- Developer: Goldtree Enterprises
- Publisher: Piranha Interactive Publishing
- Platform: Windows
- Release: 1998
- Modes: Single-player, multiplayer

= Dead Reckoning (video game) =

1998 video game

Dead Reckoning is a 1998 video game from Piranha Interactive Publishing.

==Gameplay==
Dead Reckoning is a fast-paced, 360-degree shooter that places players in a sci-fi deathmatch scenario where survival means facing ever-tougher alien opponents—and failure spells doom for Earth. While the premise might appeal to fans of high-octane action, the execution falls short in a post-Incoming and Barrage landscape, where visual and gameplay standards have evolved.
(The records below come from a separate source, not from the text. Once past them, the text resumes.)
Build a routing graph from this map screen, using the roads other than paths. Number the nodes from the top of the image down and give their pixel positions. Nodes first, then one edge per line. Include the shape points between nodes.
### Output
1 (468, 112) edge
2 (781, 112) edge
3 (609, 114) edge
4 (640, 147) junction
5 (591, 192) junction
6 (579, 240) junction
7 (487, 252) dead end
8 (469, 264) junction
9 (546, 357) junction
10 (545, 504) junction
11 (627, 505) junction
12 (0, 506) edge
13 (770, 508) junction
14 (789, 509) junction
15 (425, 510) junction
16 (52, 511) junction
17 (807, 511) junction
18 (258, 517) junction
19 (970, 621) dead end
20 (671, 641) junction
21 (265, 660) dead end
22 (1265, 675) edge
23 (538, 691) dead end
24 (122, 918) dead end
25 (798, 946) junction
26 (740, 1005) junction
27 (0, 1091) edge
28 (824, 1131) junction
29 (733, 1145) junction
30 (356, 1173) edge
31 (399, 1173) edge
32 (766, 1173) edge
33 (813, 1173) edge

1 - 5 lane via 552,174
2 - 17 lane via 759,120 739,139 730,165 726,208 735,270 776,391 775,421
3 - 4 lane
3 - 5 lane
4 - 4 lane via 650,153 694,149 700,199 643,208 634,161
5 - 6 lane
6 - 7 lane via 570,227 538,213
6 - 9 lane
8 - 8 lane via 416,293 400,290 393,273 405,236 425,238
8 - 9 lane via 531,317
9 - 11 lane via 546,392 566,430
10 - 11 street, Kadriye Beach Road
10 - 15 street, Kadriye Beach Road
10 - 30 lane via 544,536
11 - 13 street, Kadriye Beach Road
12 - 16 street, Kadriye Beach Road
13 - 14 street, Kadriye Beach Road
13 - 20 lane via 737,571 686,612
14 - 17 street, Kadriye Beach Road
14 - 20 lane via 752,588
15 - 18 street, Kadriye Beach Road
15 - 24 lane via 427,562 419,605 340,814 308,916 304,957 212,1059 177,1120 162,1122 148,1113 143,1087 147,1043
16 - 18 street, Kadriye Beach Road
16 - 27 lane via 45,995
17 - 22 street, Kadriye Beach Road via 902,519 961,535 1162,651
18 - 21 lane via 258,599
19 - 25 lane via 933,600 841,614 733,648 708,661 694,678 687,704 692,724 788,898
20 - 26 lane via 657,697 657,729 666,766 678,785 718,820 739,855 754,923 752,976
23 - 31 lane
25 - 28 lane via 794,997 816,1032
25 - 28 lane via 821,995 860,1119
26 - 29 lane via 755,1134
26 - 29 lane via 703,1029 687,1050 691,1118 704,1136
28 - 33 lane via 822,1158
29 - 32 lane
The game offers 15 cylindrical combat arenas with varied aesthetics, from industrial grit to infernal chaos, but the single-player experience quickly becomes monotonous. Multiplayer support for up to six players adds some replayability, though it doesn't fully redeem the repetitive design. Graphics are competent but underwhelming, especially given the lack of robust 3D acceleration. The standout features are its punchy sound effects and compatibility with Microsoft's Sidewinder Force Feedback joystick, which adds a tactile layer to the gameplay. Ultimately, Dead Reckoning caters to hardcore shooter enthusiasts but feels like a relic—derivative, dated, and lacking the depth or innovation needed to stand out.

==Development==
The game was developed by Goldtree Enterprises, a company founded in 1993 in New Orleans. It was in development for two years and was originally scheduled to release in 1997.

==Reception==

Computer Gaming World said "Best suited for die-hard blast maniacs, Dead Reckoning is simply too dated and derivative for its own good."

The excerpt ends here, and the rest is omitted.